• Work item
Each line of the entries below that includes "roads" belongs in your answer.

====== Records supplied ======

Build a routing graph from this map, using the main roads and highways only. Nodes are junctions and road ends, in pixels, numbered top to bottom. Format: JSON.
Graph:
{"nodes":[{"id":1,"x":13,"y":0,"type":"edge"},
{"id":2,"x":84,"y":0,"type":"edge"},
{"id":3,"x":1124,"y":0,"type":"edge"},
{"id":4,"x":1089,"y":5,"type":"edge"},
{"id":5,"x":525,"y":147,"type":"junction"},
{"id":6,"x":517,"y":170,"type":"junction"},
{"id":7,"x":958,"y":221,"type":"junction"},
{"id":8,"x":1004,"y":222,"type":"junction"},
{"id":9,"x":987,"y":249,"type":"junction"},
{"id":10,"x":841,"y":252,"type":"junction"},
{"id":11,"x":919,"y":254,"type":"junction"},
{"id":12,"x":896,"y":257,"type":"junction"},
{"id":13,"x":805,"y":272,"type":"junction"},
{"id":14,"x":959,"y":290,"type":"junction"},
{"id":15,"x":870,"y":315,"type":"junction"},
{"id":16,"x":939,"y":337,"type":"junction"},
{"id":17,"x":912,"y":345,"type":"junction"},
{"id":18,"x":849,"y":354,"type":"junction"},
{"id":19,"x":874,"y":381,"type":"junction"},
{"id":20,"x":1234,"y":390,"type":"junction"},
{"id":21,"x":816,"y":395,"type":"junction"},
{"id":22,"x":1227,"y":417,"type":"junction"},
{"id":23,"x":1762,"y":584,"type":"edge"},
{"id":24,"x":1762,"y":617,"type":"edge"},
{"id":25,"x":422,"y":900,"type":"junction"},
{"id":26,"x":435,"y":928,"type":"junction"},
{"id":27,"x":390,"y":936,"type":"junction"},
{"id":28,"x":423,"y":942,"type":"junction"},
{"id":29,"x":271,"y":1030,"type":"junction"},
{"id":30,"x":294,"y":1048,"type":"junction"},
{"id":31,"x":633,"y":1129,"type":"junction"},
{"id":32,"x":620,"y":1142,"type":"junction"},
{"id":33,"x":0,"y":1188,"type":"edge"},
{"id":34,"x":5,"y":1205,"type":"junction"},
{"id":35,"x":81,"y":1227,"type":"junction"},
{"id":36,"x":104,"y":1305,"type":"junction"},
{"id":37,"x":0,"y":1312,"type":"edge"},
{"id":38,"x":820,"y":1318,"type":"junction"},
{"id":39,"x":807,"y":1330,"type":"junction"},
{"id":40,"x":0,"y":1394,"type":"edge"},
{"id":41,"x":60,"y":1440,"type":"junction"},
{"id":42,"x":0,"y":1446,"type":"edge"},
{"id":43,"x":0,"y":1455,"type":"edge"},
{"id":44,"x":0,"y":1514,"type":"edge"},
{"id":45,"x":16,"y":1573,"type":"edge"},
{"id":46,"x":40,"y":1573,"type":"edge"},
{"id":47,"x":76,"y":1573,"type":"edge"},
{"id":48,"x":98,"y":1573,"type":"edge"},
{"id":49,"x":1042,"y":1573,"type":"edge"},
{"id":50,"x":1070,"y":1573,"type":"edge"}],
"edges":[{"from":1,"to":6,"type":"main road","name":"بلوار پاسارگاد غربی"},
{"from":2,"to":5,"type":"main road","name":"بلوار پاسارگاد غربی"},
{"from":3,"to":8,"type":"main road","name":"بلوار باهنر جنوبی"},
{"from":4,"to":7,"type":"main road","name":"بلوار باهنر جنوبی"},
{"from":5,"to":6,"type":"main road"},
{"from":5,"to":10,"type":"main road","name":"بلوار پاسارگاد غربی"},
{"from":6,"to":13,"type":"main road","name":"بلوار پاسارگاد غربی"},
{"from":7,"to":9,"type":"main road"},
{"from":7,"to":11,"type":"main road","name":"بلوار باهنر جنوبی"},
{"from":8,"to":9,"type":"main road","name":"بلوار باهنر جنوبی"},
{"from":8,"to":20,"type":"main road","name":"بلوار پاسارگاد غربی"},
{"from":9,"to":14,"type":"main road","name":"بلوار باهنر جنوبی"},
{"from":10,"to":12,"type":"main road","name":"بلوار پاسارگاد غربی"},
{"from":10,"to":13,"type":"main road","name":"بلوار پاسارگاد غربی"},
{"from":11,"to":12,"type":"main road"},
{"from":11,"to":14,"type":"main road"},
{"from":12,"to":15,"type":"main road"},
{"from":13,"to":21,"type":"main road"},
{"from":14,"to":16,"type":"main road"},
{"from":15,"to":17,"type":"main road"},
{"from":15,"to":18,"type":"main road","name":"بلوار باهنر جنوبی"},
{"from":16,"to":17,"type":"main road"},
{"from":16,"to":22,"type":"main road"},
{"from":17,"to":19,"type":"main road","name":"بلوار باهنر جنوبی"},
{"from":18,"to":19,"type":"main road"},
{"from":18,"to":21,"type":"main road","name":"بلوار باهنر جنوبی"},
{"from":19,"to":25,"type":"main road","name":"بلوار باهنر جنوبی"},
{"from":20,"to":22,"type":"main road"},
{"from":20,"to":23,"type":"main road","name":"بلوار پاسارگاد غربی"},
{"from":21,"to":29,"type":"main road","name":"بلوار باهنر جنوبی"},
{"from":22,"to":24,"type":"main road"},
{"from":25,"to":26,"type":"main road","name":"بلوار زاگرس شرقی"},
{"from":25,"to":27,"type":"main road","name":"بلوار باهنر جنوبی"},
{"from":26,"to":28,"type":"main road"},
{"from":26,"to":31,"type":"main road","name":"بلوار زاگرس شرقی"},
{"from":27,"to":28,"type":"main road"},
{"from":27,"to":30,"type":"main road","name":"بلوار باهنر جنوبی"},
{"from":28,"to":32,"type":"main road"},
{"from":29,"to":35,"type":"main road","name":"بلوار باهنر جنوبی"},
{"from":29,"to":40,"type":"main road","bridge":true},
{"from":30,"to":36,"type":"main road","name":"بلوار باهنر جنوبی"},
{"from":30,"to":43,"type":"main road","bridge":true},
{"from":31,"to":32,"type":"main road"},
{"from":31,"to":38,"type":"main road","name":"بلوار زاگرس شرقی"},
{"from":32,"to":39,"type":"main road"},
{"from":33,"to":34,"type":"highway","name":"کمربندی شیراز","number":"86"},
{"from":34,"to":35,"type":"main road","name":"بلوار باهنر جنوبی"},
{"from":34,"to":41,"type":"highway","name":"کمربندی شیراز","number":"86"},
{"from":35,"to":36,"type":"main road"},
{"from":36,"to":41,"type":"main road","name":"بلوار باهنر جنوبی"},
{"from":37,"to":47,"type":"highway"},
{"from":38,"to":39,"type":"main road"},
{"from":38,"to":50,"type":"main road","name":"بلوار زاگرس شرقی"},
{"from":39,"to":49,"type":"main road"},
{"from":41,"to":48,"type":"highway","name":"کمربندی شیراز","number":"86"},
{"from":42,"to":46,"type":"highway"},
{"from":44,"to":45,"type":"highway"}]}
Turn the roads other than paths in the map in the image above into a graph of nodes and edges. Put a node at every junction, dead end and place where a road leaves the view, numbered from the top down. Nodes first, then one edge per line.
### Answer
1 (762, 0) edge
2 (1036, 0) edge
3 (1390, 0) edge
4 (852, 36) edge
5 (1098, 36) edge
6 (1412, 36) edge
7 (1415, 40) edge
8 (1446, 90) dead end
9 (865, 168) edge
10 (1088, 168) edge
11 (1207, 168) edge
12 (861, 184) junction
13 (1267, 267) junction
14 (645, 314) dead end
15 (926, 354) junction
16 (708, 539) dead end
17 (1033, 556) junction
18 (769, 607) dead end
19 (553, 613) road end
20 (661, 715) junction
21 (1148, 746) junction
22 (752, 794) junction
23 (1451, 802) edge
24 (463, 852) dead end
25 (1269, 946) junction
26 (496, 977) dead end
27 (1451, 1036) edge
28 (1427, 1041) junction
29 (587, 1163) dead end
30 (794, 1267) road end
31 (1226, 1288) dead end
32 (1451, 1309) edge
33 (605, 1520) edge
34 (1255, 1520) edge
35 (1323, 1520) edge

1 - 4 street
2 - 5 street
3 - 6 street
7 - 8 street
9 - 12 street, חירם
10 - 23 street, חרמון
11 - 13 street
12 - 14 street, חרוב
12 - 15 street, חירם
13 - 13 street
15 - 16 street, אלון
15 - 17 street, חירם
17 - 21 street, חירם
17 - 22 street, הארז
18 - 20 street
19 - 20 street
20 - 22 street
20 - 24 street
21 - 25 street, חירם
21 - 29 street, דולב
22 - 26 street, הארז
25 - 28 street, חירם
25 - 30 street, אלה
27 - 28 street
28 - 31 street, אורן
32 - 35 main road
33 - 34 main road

======

• Response
Build a routing graph from this map, using the main roads and highways only. Nodes are junctions and road ends, in pixels, numbered top to bottom. Format: JSON.
Turn the roads other than paths in the map in the image above into a graph of nodes and edges. Put a node at every junction, dead end and place where a road leaves the view, numbered from the top down. Nodes first, then one edge per line.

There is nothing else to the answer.